Credit-Card Users Feel Pain as U.S. Banks Reap Gain
Credit-card companies, facing an increase in defaults and a decline in consumer spending, are raising some rates, adding fees and cutting credit lines as the Federal Reserve makes the most sweeping changes to the industry in 30 years. The provisions, approved by the Fed today and effective July 1, 2010, may curtail lenders’ ability to raise interest rates on current balances, require they apply payments to charges with higher interest rates first and extend the time customers have to pay bills before incurring late fees. The Office of Thrift Supervision, which regulates savings and loans, and the National Credit Union Administration approved the rules today. The new rules come on the heels of a $700 billion federal bailout of the financial system, including $125 billion invested in the nine largest U.S. banks.
Recent moves by JPMorgan Chase & Co., Citigroup Inc. and other firms to add charges and decrease the amount of money cardholders can borrow at the same time they’re taking taxpayer dollars have angered some customers. "People are totally confused," said Mark Zandi, chief economist at Moody’s Corp.’s Economy.com. "The taxpayer is essentially a big owner in JPMorgan, Bank of America and Citigroup, and these are the folks who make credit-card loans. Many are asking, ‘So why is it that my credit-card loan got pulled? Why am I being charged a higher rate?’" A decline in spending by consumers and a rising number of defaults are leading Citigroup, JPMorgan and other lenders to increase fees and interest rates for some customers and cut the amount others can borrow. The changes are intended to reduce risk and raise revenue.
Among the new charges are those for transferring balances from one credit card to another. Many lenders cap the amount they charge for this service. Now some are doing away with that limit and charging a percentage of the total, said Bill Hardekopf, chief executive officer of Lowcards.com, a Web site for consumers. Some banks are increasing fees for making purchases abroad. Financial institutions also are expected to slash $2 trillion in credit-card lines in the next 18 months, Oppenheimer & Co. analyst Meredith Whitney wrote in a Nov. 30 report. The changes are angering customers like Craig Marx, who has had a Chase card for 10 years and recently saw his minimum monthly payments climb to 5 percent from 2 percent and a monthly $10 service charge added to his bill. The bank also raised his rate from 3.99 percent above prime to 7.99 percent for the next two years, after which time it would become variable. "I’m incensed," the 52-year-old Palo Alto, California, resident said. "I feel like they’re making a calculated decision to make me go away as a customer."

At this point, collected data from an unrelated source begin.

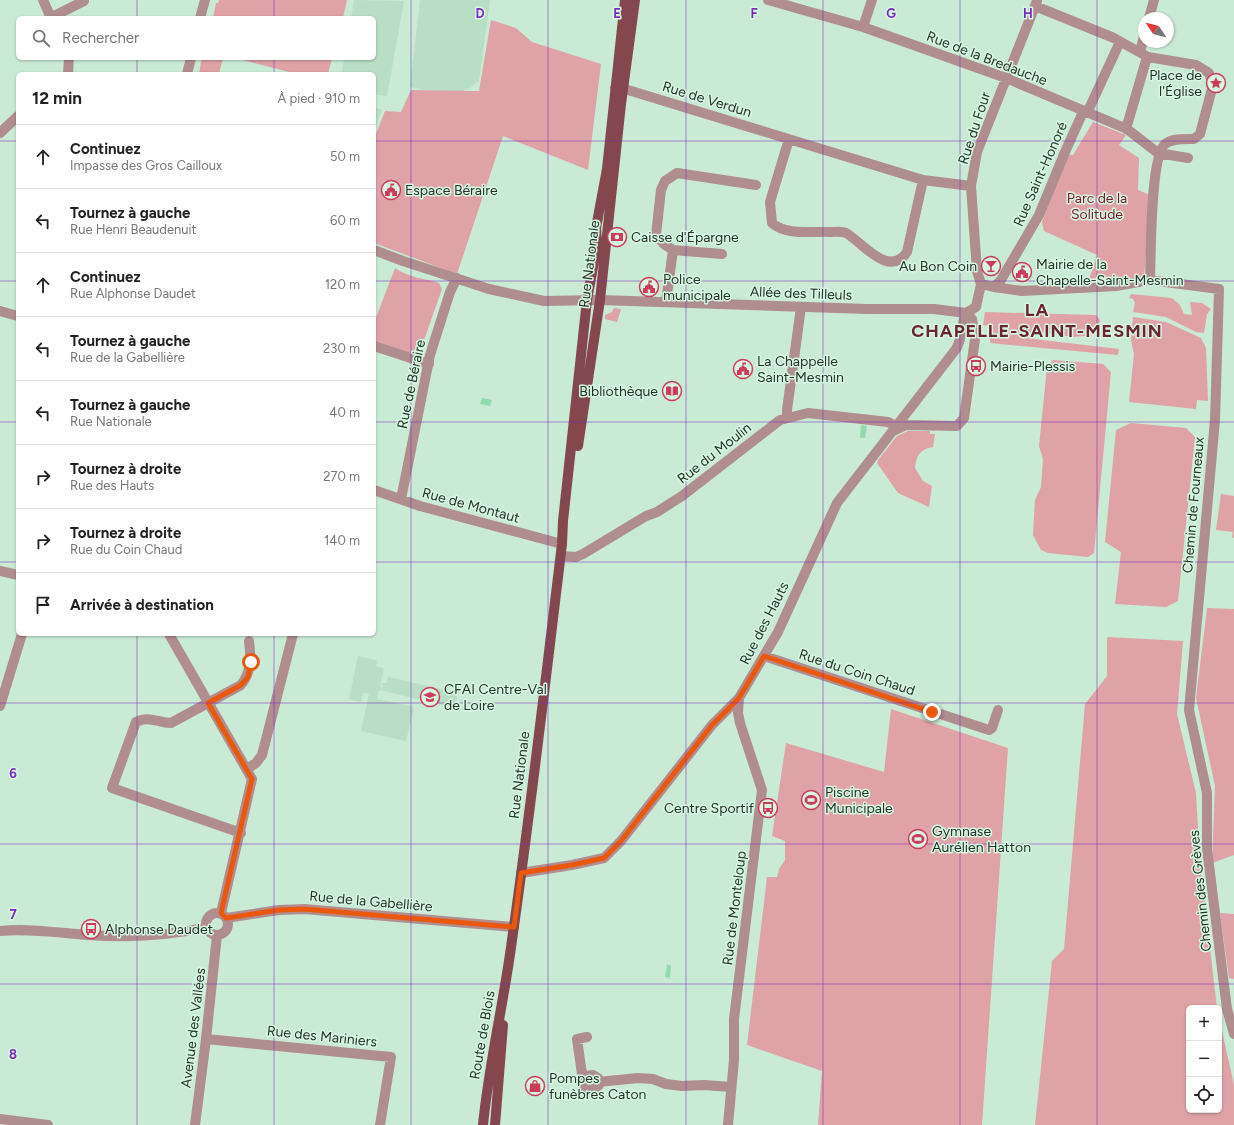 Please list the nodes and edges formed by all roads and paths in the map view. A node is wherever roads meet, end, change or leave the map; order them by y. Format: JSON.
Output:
{"nodes":[{"id":1,"x":43,"y":0,"type":"edge"},
{"id":2,"x":205,"y":0,"type":"edge"},
{"id":3,"x":625,"y":0,"type":"edge"},
{"id":4,"x":635,"y":0,"type":"edge"},
{"id":5,"x":768,"y":0,"type":"edge"},
{"id":6,"x":872,"y":0,"type":"edge"},
{"id":7,"x":1154,"y":0,"type":"edge"},
{"id":8,"x":84,"y":1,"type":"edge"},
{"id":9,"x":1036,"y":3,"type":"edge"},
{"id":10,"x":1151,"y":12,"type":"edge"},
{"id":11,"x":49,"y":16,"type":"edge"},
{"id":12,"x":54,"y":16,"type":"edge"},
{"id":13,"x":201,"y":16,"type":"edge"},
{"id":14,"x":863,"y":27,"type":"junction"},
{"id":15,"x":1118,"y":41,"type":"junction"},
{"id":16,"x":1145,"y":48,"type":"edge"},
{"id":17,"x":1145,"y":55,"type":"junction"},
{"id":18,"x":69,"y":60,"type":"edge"},
{"id":19,"x":190,"y":60,"type":"edge"},
{"id":20,"x":68,"y":72,"type":"edge"},
{"id":21,"x":188,"y":72,"type":"edge"},
{"id":22,"x":1006,"y":78,"type":"junction"},
{"id":23,"x":619,"y":89,"type":"junction"},
{"id":24,"x":1085,"y":112,"type":"junction"},
{"id":25,"x":16,"y":118,"type":"edge"},
{"id":26,"x":1126,"y":129,"type":"junction"},
{"id":27,"x":0,"y":133,"type":"edge"},
{"id":28,"x":789,"y":139,"type":"junction"},
{"id":29,"x":1158,"y":153,"type":"junction"},
{"id":30,"x":1188,"y":158,"type":"dead end"},
{"id":31,"x":923,"y":180,"type":"junction"},
{"id":32,"x":756,"y":185,"type":"dead end"},
{"id":33,"x":971,"y":186,"type":"junction"},
{"id":34,"x":673,"y":250,"type":"junction"},
{"id":35,"x":376,"y":251,"type":"edge"},
{"id":36,"x":722,"y":254,"type":"dead end"},
{"id":37,"x":458,"y":278,"type":"junction"},
{"id":38,"x":1150,"y":280,"type":"junction"},
{"id":39,"x":981,"y":284,"type":"junction"},
{"id":40,"x":994,"y":288,"type":"junction"},
{"id":41,"x":587,"y":300,"type":"junction"},
{"id":42,"x":600,"y":300,"type":"junction"},
{"id":43,"x":666,"y":302,"type":"junction"},
{"id":44,"x":801,"y":307,"type":"junction"},
{"id":45,"x":0,"y":311,"type":"edge"},
{"id":46,"x":966,"y":313,"type":"junction"},
{"id":47,"x":16,"y":315,"type":"edge"},
{"id":48,"x":376,"y":347,"type":"edge"},
{"id":49,"x":429,"y":364,"type":"junction"},
{"id":50,"x":909,"y":410,"type":"junction"},
{"id":51,"x":787,"y":417,"type":"junction"},
{"id":52,"x":920,"y":424,"type":"junction"},
{"id":53,"x":895,"y":428,"type":"junction"},
{"id":54,"x":376,"y":491,"type":"edge"},
{"id":55,"x":401,"y":499,"type":"junction"},
{"id":56,"x":564,"y":529,"type":"junction"},
{"id":57,"x":562,"y":544,"type":"junction"},
{"id":58,"x":561,"y":556,"type":"junction"},
{"id":59,"x":0,"y":571,"type":"edge"},
{"id":60,"x":16,"y":575,"type":"edge"},
{"id":61,"x":21,"y":636,"type":"edge"},
{"id":62,"x":170,"y":636,"type":"edge"},
{"id":63,"x":292,"y":636,"type":"edge"},
{"id":64,"x":249,"y":641,"type":"dead end"},
{"id":65,"x":764,"y":656,"type":"junction"},
{"id":66,"x":739,"y":698,"type":"junction"},
{"id":67,"x":208,"y":703,"type":"junction"},
{"id":68,"x":0,"y":706,"type":"edge"},
{"id":69,"x":998,"y":710,"type":"dead end"},
{"id":70,"x":1192,"y":722,"type":"joint"},
{"id":71,"x":247,"y":769,"type":"junction"},
{"id":72,"x":241,"y":833,"type":"junction"},
{"id":73,"x":521,"y":873,"type":"junction"},
{"id":74,"x":224,"y":915,"type":"junction"},
{"id":75,"x":206,"y":927,"type":"junction"},
{"id":76,"x":514,"y":927,"type":"junction"},
{"id":77,"x":0,"y":931,"type":"edge"},
{"id":78,"x":218,"y":934,"type":"junction"},
{"id":79,"x":507,"y":977,"type":"junction"},
{"id":80,"x":1234,"y":1034,"type":"edge"},
{"id":81,"x":587,"y":1037,"type":"dead end"},
{"id":82,"x":206,"y":1039,"type":"junction"},
{"id":83,"x":731,"y":1087,"type":"junction"},
{"id":84,"x":0,"y":1119,"type":"edge"},
{"id":85,"x":48,"y":1125,"type":"edge"},
{"id":86,"x":195,"y":1125,"type":"edge"},
{"id":87,"x":380,"y":1125,"type":"edge"},
{"id":88,"x":483,"y":1125,"type":"edge"},
{"id":89,"x":495,"y":1125,"type":"edge"},
{"id":90,"x":728,"y":1125,"type":"edge"}],
"edges":[{"from":1,"to":11,"type":"street"},
{"from":2,"to":13,"type":"street"},
{"from":3,"to":23,"type":"main road","name":"Rue Nationale"},
{"from":4,"to":23,"type":"main road","name":"Rue Nationale"},
{"from":5,"to":14,"type":"street","name":"Rue de la Bredauche"},
{"from":6,"to":14,"type":"street"},
{"from":7,"to":10,"type":"street"},
{"from":8,"to":12,"type":"street"},
{"from":9,"to":15,"type":"street"},
{"from":9,"to":22,"type":"street","name":"Rue du Four"},
{"from":14,"to":22,"type":"street","name":"Rue de la Bredauche"},
{"from":15,"to":17,"type":"street"},
{"from":15,"to":24,"type":"street","name":"Rue Saint-Honoré"},
{"from":16,"to":17,"type":"street"},
{"from":17,"to":26,"type":"street"},
{"from":17,"to":29,"type":"street"},
{"from":18,"to":20,"type":"street"},
{"from":19,"to":21,"type":"street"},
{"from":22,"to":24,"type":"street","name":"Rue de la Bredauche"},
{"from":22,"to":33,"type":"street","name":"Rue du Four"},
{"from":23,"to":28,"type":"street","name":"Rue de Verdun"},
{"from":23,"to":41,"type":"main road","name":"Rue Nationale"},
{"from":23,"to":42,"type":"main road","name":"Rue Nationale"},
{"from":24,"to":26,"type":"street","name":"Rue de la Bredauche"},
{"from":24,"to":40,"type":"street","name":"Rue Saint-Honoré"},
{"from":25,"to":27,"type":"street"},
{"from":26,"to":29,"type":"street","name":"Rue de la Bredauche"},
{"from":28,"to":31,"type":"street","name":"Rue de Verdun"},
{"from":28,"to":31,"type":"street"},
{"from":29,"to":30,"type":"street","name":"Rue de la Bredauche"},
{"from":29,"to":38,"type":"street"},
{"from":31,"to":33,"type":"street","name":"Rue de Verdun"},
{"from":32,"to":34,"type":"street"},
{"from":33,"to":39,"type":"street","name":"Rue du Four"},
{"from":34,"to":36,"type":"street"},
{"from":34,"to":43,"type":"street"},
{"from":35,"to":37,"type":"street"},
{"from":37,"to":41,"type":"street"},
{"from":37,"to":49,"type":"street","name":"Rue de Béraire"},
{"from":38,"to":40,"type":"street"},
{"from":38,"to":70,"type":"street","name":"Chemin de Fourneaux"},
{"from":39,"to":40,"type":"street"},
{"from":39,"to":46,"type":"street","name":"Rue du Four"},
{"from":41,"to":42,"type":"street","name":"Allée des Tilleuls"},
{"from":41,"to":56,"type":"main road","name":"Rue Nationale"},
{"from":42,"to":43,"type":"street","name":"Allée des Tilleuls"},
{"from":42,"to":56,"type":"main road","name":"Rue Nationale"},
{"from":43,"to":44,"type":"street","name":"Allée des Tilleuls"},
{"from":44,"to":46,"type":"street","name":"Allée des Tilleuls"},
{"from":44,"to":51,"type":"street"},
{"from":45,"to":47,"type":"street"},
{"from":46,"to":50,"type":"street","name":"Rue des Hauts"},
{"from":46,"to":52,"type":"street"},
{"from":48,"to":49,"type":"street"},
{"from":49,"to":55,"type":"street","name":"Rue de Béraire"},
{"from":50,"to":52,"type":"street"},
{"from":50,"to":53,"type":"street","name":"Rue des Hauts"},
{"from":51,"to":53,"type":"street","name":"Rue du Moulin"},
{"from":51,"to":58,"type":"street","name":"Rue du Moulin"},
{"from":52,"to":53,"type":"street"},
{"from":53,"to":65,"type":"street","name":"Rue des Hauts"},
{"from":54,"to":55,"type":"street","name":"Rue de Montaut"},
{"from":55,"to":57,"type":"street","name":"Rue de Montaut"},
{"from":56,"to":57,"type":"main road","name":"Rue Nationale"},
{"from":57,"to":58,"type":"main road","name":"Rue Nationale"},
{"from":58,"to":73,"type":"main road","name":"Rue Nationale"},
{"from":59,"to":60,"type":"street"},
{"from":61,"to":68,"type":"street"},
{"from":62,"to":67,"type":"street"},
{"from":63,"to":71,"type":"street"},
{"from":64,"to":67,"type":"street"},
{"from":65,"to":66,"type":"street","name":"Rue des Hauts"},
{"from":65,"to":69,"type":"street","name":"Rue du Coin Chaud"},
{"from":66,"to":73,"type":"street","name":"Rue des Hauts"},
{"from":66,"to":83,"type":"street","name":"Rue de Monteloup"},
{"from":67,"to":71,"type":"street"},
{"from":67,"to":72,"type":"street"},
{"from":70,"to":80,"type":"street","name":"Chemin des Grèves"},
{"from":71,"to":72,"type":"street"},
{"from":72,"to":74,"type":"street"},
{"from":73,"to":76,"type":"main road","name":"Rue Nationale"},
{"from":74,"to":75,"type":"street"},
{"from":74,"to":76,"type":"street","name":"Rue de la Gabellière"},
{"from":74,"to":78,"type":"street"},
{"from":75,"to":77,"type":"street"},
{"from":75,"to":78,"type":"street"},
{"from":76,"to":79,"type":"main road","name":"Rue Nationale"},
{"from":78,"to":82,"type":"street","name":"Avenue des Vallées"},
{"from":79,"to":88,"type":"main road","name":"Route de Blois"},
{"from":79,"to":89,"type":"main road","name":"Route de Blois"},
{"from":81,"to":83,"type":"street"},
{"from":82,"to":86,"type":"street","name":"Avenue des Vallées"},
{"from":82,"to":87,"type":"street","name":"Rue des Mariniers"},
{"from":83,"to":90,"type":"street","name":"Rue de Monteloup"},
{"from":84,"to":85,"type":"street"}]}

Stephanie Jacobson, a spokeswoman for JPMorgan’s card unit, declined to comment on a specific customer. In general, the situation Marx described involved a choice of either accepting the rate change or the service fee, she said. JPMorgan, which received a $25 billion capital infusion from the Treasury Department in October, says its credit-card lending increased by 3 percent in the third quarter from the previous quarter. CEO Jamie Dimon, 52, said in a Dec. 11 interview on CNBC that the company was using government money to "do exactly what they want us to do, make more loans, help the economy grow." Citigroup spokesman Samuel Wang said in an e-mailed statement that the bank is adjusting rates for customers who haven’t been repriced in at least two years and that cardholders can choose not to accept the changes. If they do so, the bank can take the card away when it expires. The Fed rules, proposed in May, were offered in response to criticism from Congress that the central bank was neglecting its authority to prevent abusive lending and strengthen consumer protections. It mirrors congressional efforts to curb practices that lawmakers say are harming consumers. Plans have been introduced by Senate Banking Committee Chairman Christopher Dodd and Representative Carolyn Maloney, a New York Democrat.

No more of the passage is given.